Sounds simple right? Just get out and meet “people”. For university students, networking in a professional setting is often challenging because you don’t feel like you know anyone.
Where to start?
- Friends of family
- Family of friends
- Faculty & Staff
Successful Networking Tips
Do your homework!
Know your contacts
- Title, company, education, hobbies, etc…
Research the company
- Numbers, culture, competition, involvement, etc…
- What qualifications do you need to work there?
Scope out the industry
- Who’s the best? Worst? Who’s hiring?
- Employment outlooks
Current and up to date resume
- Relevant for the position/industry
- Custom for each company/position
Captivating cover letter
- Take the time to write one that reflects you
Make personalized business cards
- Professional, and easy to carry at events. Can exchange cards with contacts and follow up with custom cover letter and resume
- Available through the co-op office: firstname.lastname@example.org
Get in the loop!
Join Linkedin or whouknow (coming soon – an alumni connecting social media site created by WSB students)

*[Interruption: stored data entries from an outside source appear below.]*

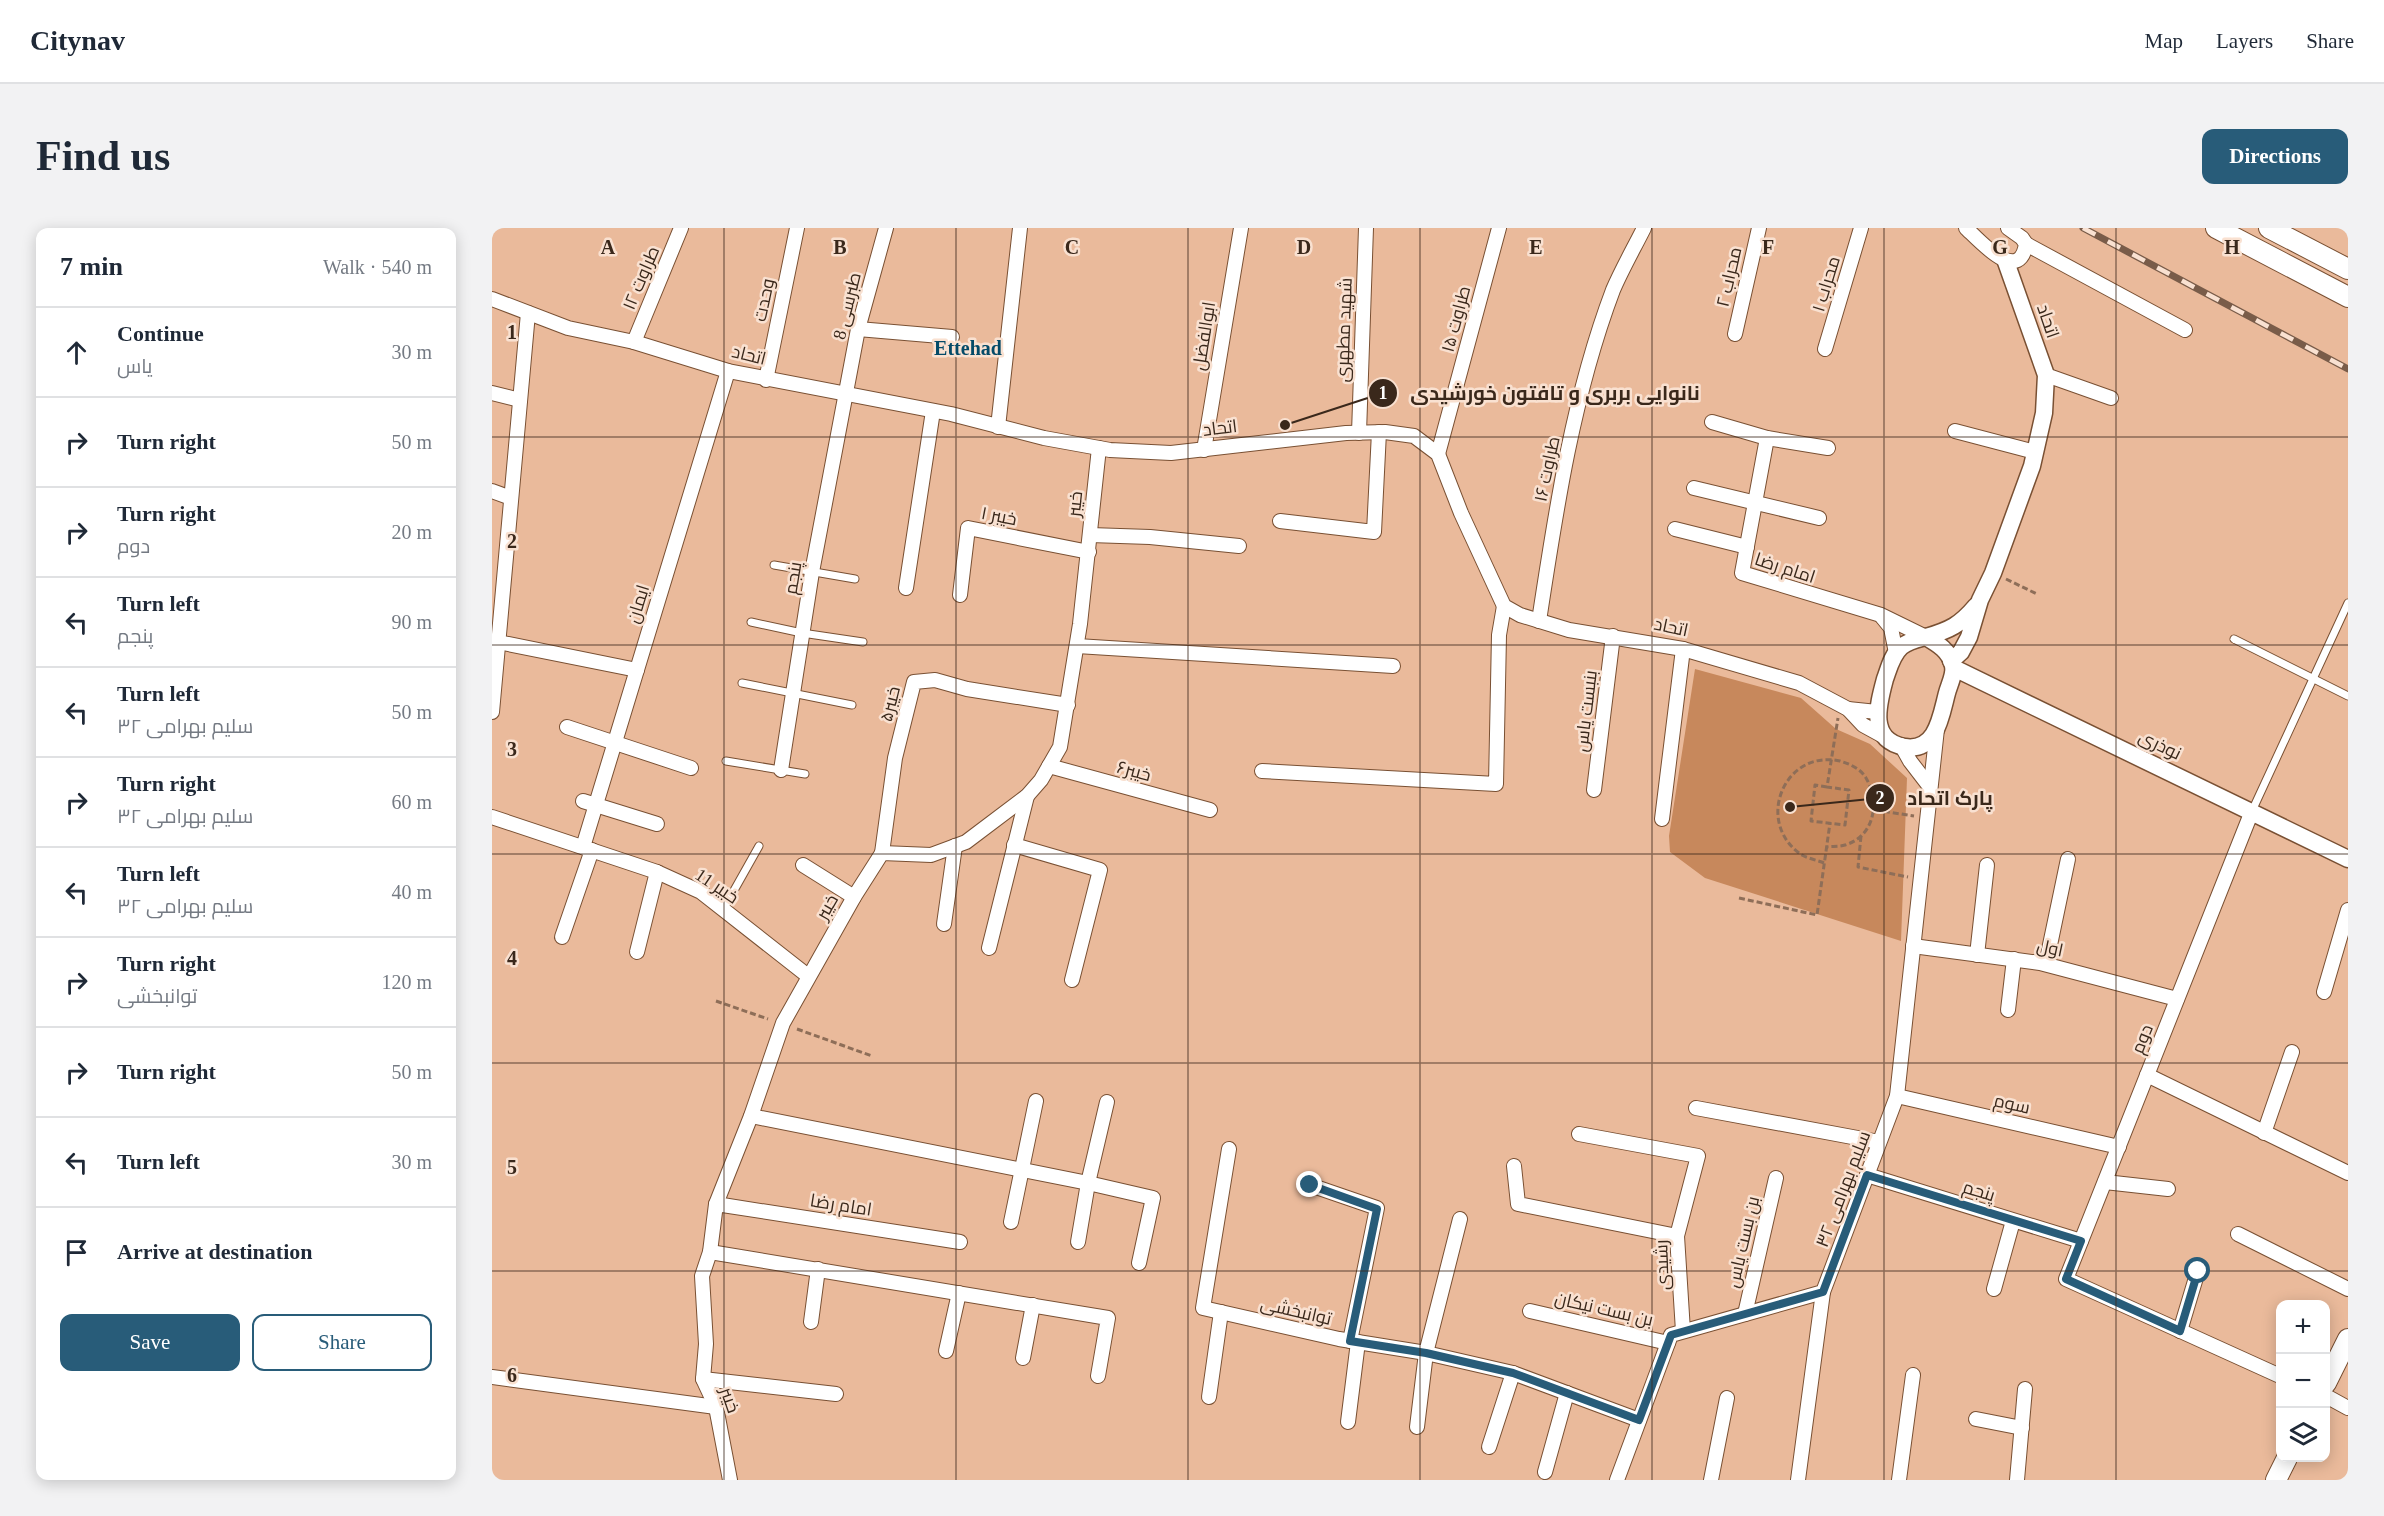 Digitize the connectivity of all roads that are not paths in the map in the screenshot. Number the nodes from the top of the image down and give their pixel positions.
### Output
1 (679, 228) edge
2 (797, 228) edge
3 (886, 228) edge
4 (1020, 228) edge
5 (1241, 228) edge
6 (1366, 228) edge
7 (1499, 228) edge
8 (1644, 228) edge
9 (1759, 228) edge
10 (1861, 228) edge
11 (1966, 228) edge
12 (2008, 228) edge
13 (2216, 228) edge
14 (2269, 228) edge
15 (2026, 244) junction
16 (2006, 261) junction
17 (2348, 269) edge
18 (2347, 297) edge
19 (492, 299) edge
20 (528, 313) junction
21 (858, 329) junction
22 (2185, 330) dead end
23 (1734, 334) dead end
24 (952, 338) dead end
25 (634, 342) junction
26 (1825, 349) dead end
27 (728, 371) junction
28 (2046, 375) junction
29 (766, 380) junction
30 (492, 393) edge
31 (846, 394) junction
32 (2111, 398) dead end
33 (520, 400) junction
34 (933, 411) junction
35 (1713, 422) dead end
36 (998, 428) junction
37 (1955, 431) dead end
38 (1379, 432) junction
39 (1359, 433) junction
40 (1767, 438) junction
41 (1099, 448) junction
42 (1828, 448) dead end
43 (1204, 450) junction
44 (2035, 452) junction
45 (1438, 454) junction
46 (1694, 488) dead end
47 (492, 491) edge
48 (511, 498) junction
49 (1755, 503) junction
50 (1819, 518) dead end
51 (1280, 521) dead end
52 (1675, 529) dead end
53 (1090, 535) junction
54 (1239, 546) dead end
55 (1747, 547) junction
56 (1089, 552) junction
57 (774, 566) dead end
58 (812, 572) junction
59 (855, 579) dead end
60 (906, 588) dead end
61 (497, 590) edge
62 (960, 595) dead end
63 (1980, 600) junction
64 (2348, 603) edge
65 (1504, 606) junction
66 (1881, 615) junction
67 (1539, 621) junction
68 (751, 622) dead end
69 (802, 633) junction
70 (1613, 636) junction
71 (1926, 637) junction
72 (2234, 639) dead end
73 (498, 642) junction
74 (863, 642) dead end
75 (1077, 646) junction
76 (1683, 649) junction
77 (1896, 653) junction
78 (1953, 665) junction
79 (1393, 666) dead end
80 (637, 670) junction
81 (2313, 679) junction
82 (742, 683) dead end
83 (493, 692) edge
84 (793, 694) junction
85 (2348, 696) edge
86 (852, 705) dead end
87 (1068, 705) junction
88 (1844, 707) junction
89 (492, 712) edge
90 (1877, 712) junction
91 (567, 727) dead end
92 (1937, 729) junction
93 (1885, 737) junction
94 (614, 743) junction
95 (1901, 745) junction
96 (726, 761) dead end
97 (1049, 766) junction
98 (691, 768) dead end
99 (781, 770) junction
100 (1262, 771) dead end
101 (805, 774) dead end
102 (1930, 787) junction
103 (1594, 790) dead end
104 (1027, 796) junction
105 (589, 803) junction
106 (1210, 810) dead end
107 (2252, 811) junction
108 (492, 817) edge
109 (1662, 819) dead end
110 (657, 824) dead end
111 (1014, 844) junction
112 (759, 846) dead end
113 (955, 846) junction
114 (587, 849) junction
115 (882, 853) junction
116 (2068, 859) dead end
117 (2348, 859) edge
118 (803, 865) dead end
119 (1987, 865) dead end
120 (657, 872) junction
121 (854, 897) junction
122 (723, 910) junction
123 (2348, 910) edge
124 (944, 924) dead end
125 (562, 938) dead end
126 (1913, 946) junction
127 (988, 948) dead end
128 (637, 952) dead end
129 (1977, 955) junction
130 (2014, 960) junction
131 (2046, 964) junction
132 (808, 976) junction
133 (1072, 980) dead end
134 (2324, 992) dead end
135 (2177, 999) junction
136 (2008, 1010) dead end
137 (2292, 1052) dead end
138 (2147, 1075) junction
139 (1897, 1096) junction
140 (1036, 1101) dead end
141 (1107, 1102) dead end
142 (1696, 1108) dead end
143 (751, 1116) junction
144 (2264, 1132) junction
145 (1579, 1134) dead end
146 (1879, 1142) junction
147 (2119, 1147) junction
148 (1228, 1149) dead end
149 (1514, 1166) dead end
150 (1021, 1169) junction
151 (2348, 1173) edge
152 (1867, 1175) junction
153 (1776, 1178) dead end
154 (2105, 1182) junction
155 (1088, 1183) junction
156 (1310, 1185) dead end
157 (2168, 1189) dead end
158 (716, 1204) junction
159 (1460, 1219) dead end
160 (2013, 1221) junction
161 (1011, 1222) dead end
162 (2238, 1234) dead end
163 (1677, 1236) junction
164 (2081, 1241) junction
165 (960, 1242) dead end
166 (1078, 1242) dead end
167 (710, 1252) junction
168 (1139, 1263) dead end
169 (818, 1269) junction
170 (2198, 1271) dead end
171 (1994, 1288) dead end
172 (2348, 1289) edge
173 (1823, 1292) junction
174 (960, 1293) junction
175 (1033, 1305) junction
176 (1530, 1311) dead end
177 (1221, 1312) junction
178 (1745, 1314) junction
179 (811, 1322) dead end
180 (2180, 1331) junction
181 (1683, 1332) junction
182 (2348, 1339) edge
183 (1354, 1342) junction
184 (1668, 1343) junction
185 (946, 1351) dead end
186 (1426, 1353) junction
187 (1023, 1358) dead end
188 (1513, 1373) junction
189 (2330, 1373) edge
190 (2276, 1374) edge
191 (1913, 1375) dead end
192 (1098, 1376) dead end
193 (492, 1377) edge
194 (703, 1379) junction
195 (2025, 1389) dead end
196 (1567, 1393) junction
197 (836, 1394) dead end
198 (1209, 1397) dead end
199 (1727, 1398) dead end
200 (2330, 1399) edge
201 (716, 1407) junction
202 (2348, 1408) edge
203 (1976, 1419) dead end
204 (1639, 1420) junction
205 (1348, 1422) dead end
206 (1417, 1427) dead end
207 (2022, 1428) junction
208 (1489, 1448) dead end
209 (2285, 1462) edge
210 (1545, 1472) dead end
211 (730, 1480) edge
212 (1617, 1480) edge
213 (1712, 1480) edge
214 (1798, 1480) edge
215 (1899, 1480) edge
216 (2017, 1480) edge
217 (2276, 1480) edge

1 - 25 street, طراوت ۱۲
2 - 29 street, وحدت
3 - 21 street, طبرسی 8
4 - 36 street
5 - 43 street, ابوالفضل
6 - 39 street, شهید مطهری
7 - 45 street, طراوت ۱۵
8 - 67 street, طراوت ۱۶
9 - 23 street, محراب ۲
10 - 26 street, محراب ۱
11 - 16 street
12 - 15 street
13 - 18 main road
14 - 17 main road
15 - 16 street
15 - 22 street
16 - 28 street, اتحاد
19 - 20 street, اتحاد
20 - 25 street, اتحاد
20 - 33 street
21 - 24 street
21 - 31 street, طبرسی 8
25 - 27 street, اتحاد
27 - 29 street, اتحاد
27 - 80 street, ایمان
28 - 32 street
28 - 44 street, اتحاد
29 - 31 street, اتحاد
30 - 33 street
31 - 34 street, اتحاد
31 - 58 street, پنجم
33 - 48 street
34 - 36 street, اتحاد
34 - 60 street
35 - 40 street
36 - 41 street, اتحاد
37 - 44 street
38 - 39 street, اتحاد
38 - 45 street, اتحاد
38 - 51 street
39 - 43 street, اتحاد
40 - 42 street
40 - 49 street, امام رضا
41 - 43 street, اتحاد
41 - 53 street, خیبر
44 - 63 street, اتحاد
45 - 65 street
46 - 49 street
47 - 48 street
48 - 61 street
49 - 50 street
49 - 55 street, امام رضا
52 - 55 street
53 - 54 street
53 - 56 street, خیبر
55 - 66 street, امام رضا
56 - 62 street, خیبر ۱
56 - 75 street, خیبر
57 - 58 lane
58 - 59 lane
58 - 69 street, پنجم
61 - 73 street
63 - 71 street, اتحاد
63 - 78 street, اتحاد
64 - 81 lane
65 - 67 street, اتحاد
65 - 100 street
66 - 71 street, امام رضا
66 - 77 street
67 - 70 street, اتحاد
68 - 69 lane
69 - 74 lane
69 - 84 street, پنجم
70 - 76 street, اتحاد
70 - 103 street, بنبست یاس
71 - 77 street
71 - 78 street
72 - 81 lane
73 - 80 street
73 - 83 street
75 - 79 street
75 - 87 street, خیبر
76 - 88 street, اتحاد
76 - 109 street
77 - 90 street
78 - 92 street
78 - 107 street, نوذری
80 - 94 street, ایمان
81 - 85 lane
81 - 107 lane
82 - 84 lane
83 - 89 street
84 - 86 lane
84 - 99 street, پنجم
87 - 97 street, خیبر
87 - 115 street, خیبر۵
88 - 90 street, اتحاد
88 - 93 street, اتحاد
90 - 93 street
91 - 94 street
92 - 95 street
92 - 102 street, سلیم بهرامی ۳۲
93 - 95 street
94 - 98 street
94 - 105 street, ایمان
95 - 102 street
96 - 99 lane
97 - 104 street, خیبر
97 - 106 street, خیبر۶
99 - 101 lane
102 - 126 street, سلیم بهرامی ۳۲
104 - 111 street
104 - 113 street, خیبر
105 - 110 street
105 - 114 street, ایمان
107 - 117 street, نوذری
107 - 135 street, دوم
108 - 114 street, خبیر 11
111 - 127 street
111 - 133 street
112 - 122 lane
113 - 115 street, خیبر
113 - 124 street
114 - 120 street, خبیر 11
114 - 125 street, ایمان
115 - 121 street, خیبر
116 - 131 street
118 - 121 street
119 - 129 street
120 - 122 street, خبیر 11
120 - 128 street
121 - 132 street, خیبر
122 - 132 street, خبیر 11
123 - 134 street
126 - 129 street, اول
126 - 139 street, سلیم بهرامی ۳۲
129 - 130 street, اول
130 - 131 street, اول
130 - 136 street
131 - 135 street, اول
132 - 143 street, خیبر
135 - 138 street, دوم
137 - 144 street
138 - 144 street
138 - 147 street, دوم
139 - 146 street, سلیم بهرامی ۳۲
139 - 147 street, سوم
140 - 150 street
141 - 155 street
142 - 146 street
143 - 150 street
143 - 158 street, خیبر
144 - 151 street
145 - 163 street, رشیدی
146 - 152 street, سلیم بهرامی ۳۲
147 - 154 street, دوم
148 - 177 street
149 - 163 street
150 - 155 street
150 - 161 street
152 - 160 street, پنجم
152 - 173 street, سلیم بهرامی ۳۲
153 - 178 street, بن بست یاس
154 - 157 street
154 - 164 street, دوم
155 - 166 street
155 - 168 street
156 - 183 street
158 - 165 street, امام رضا
158 - 167 street, خیبر
159 - 186 street
160 - 164 street, پنجم
160 - 171 street
162 - 172 street
163 - 181 street, رشیدی
164 - 180 street, دوم
167 - 169 street
167 - 194 street, خیبر
169 - 174 street
169 - 179 street
170 - 180 street
173 - 178 street
173 - 214 street, سلیم بهرامی ۳۲
174 - 175 street
174 - 185 street
175 - 187 street
175 - 192 street
176 - 184 street, بن بست نیکان
177 - 183 street, توانبخشی
177 - 198 street
178 - 181 street
180 - 190 street
181 - 184 street
182 - 189 main road
183 - 186 street, توانبخشی
183 - 205 street
184 - 204 street
186 - 188 street, توانبخشی
186 - 206 street
188 - 196 street, توانبخشی
188 - 208 street
191 - 215 street
193 - 201 street
194 - 197 street
194 - 201 street, خیبر
195 - 207 street
196 - 204 street, توانبخشی
196 - 210 street
199 - 213 street
200 - 202 street
201 - 211 street, خیبر
203 - 207 street
204 - 212 street
207 - 216 street
209 - 217 main road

- Gives you access to names of key people in organizations
- Identify what companies are hiring
- View job postings
- Join groups with whom you have similar interests
Join professional organizations
- Almost every profession has an association…JOIN!
- Attend conferences at student rates
- Your department may be willing to support you
Contact company recruiters
- Attend company open houses
- Ask questions
Read trade magazines (most available through library resources)
Look Alive at Events!
Keep eyes peeled for mentors
- Mentors are usually people with significant career experience in your area of interest. They are someone that you can look to for guidance and advice. Everyone should have one, but be smart about which you choose!
Ask interesting questions
- Shows that you are interested in them
- Must do your do your homework beforehand
Listen, listen, listen
- Remember it’s not about you!
- Take notes during and/or after the event about the contacts you’ve made
Follow-up with contacts you’ve made (see email etiquette section)
- Thank them for their time and say it was a pleasure meeting them
- Good time to perhaps suggest a future meeting (coffee, lunch, run, etc…) based on your shared interests
Volunteer your time
- Great way to expand your network
- Looks great on your resume
Help the people in your network where you can (they may be able to return the favour in the future)
- That means moving, a special project, etc…
But remember… never do something thinking you’ll get something in return
Say thank you!
Do not underestimate the power of THANK YOU! Showing your appreciation towards someone who has helped you is a must and key to keeping good relations for the future.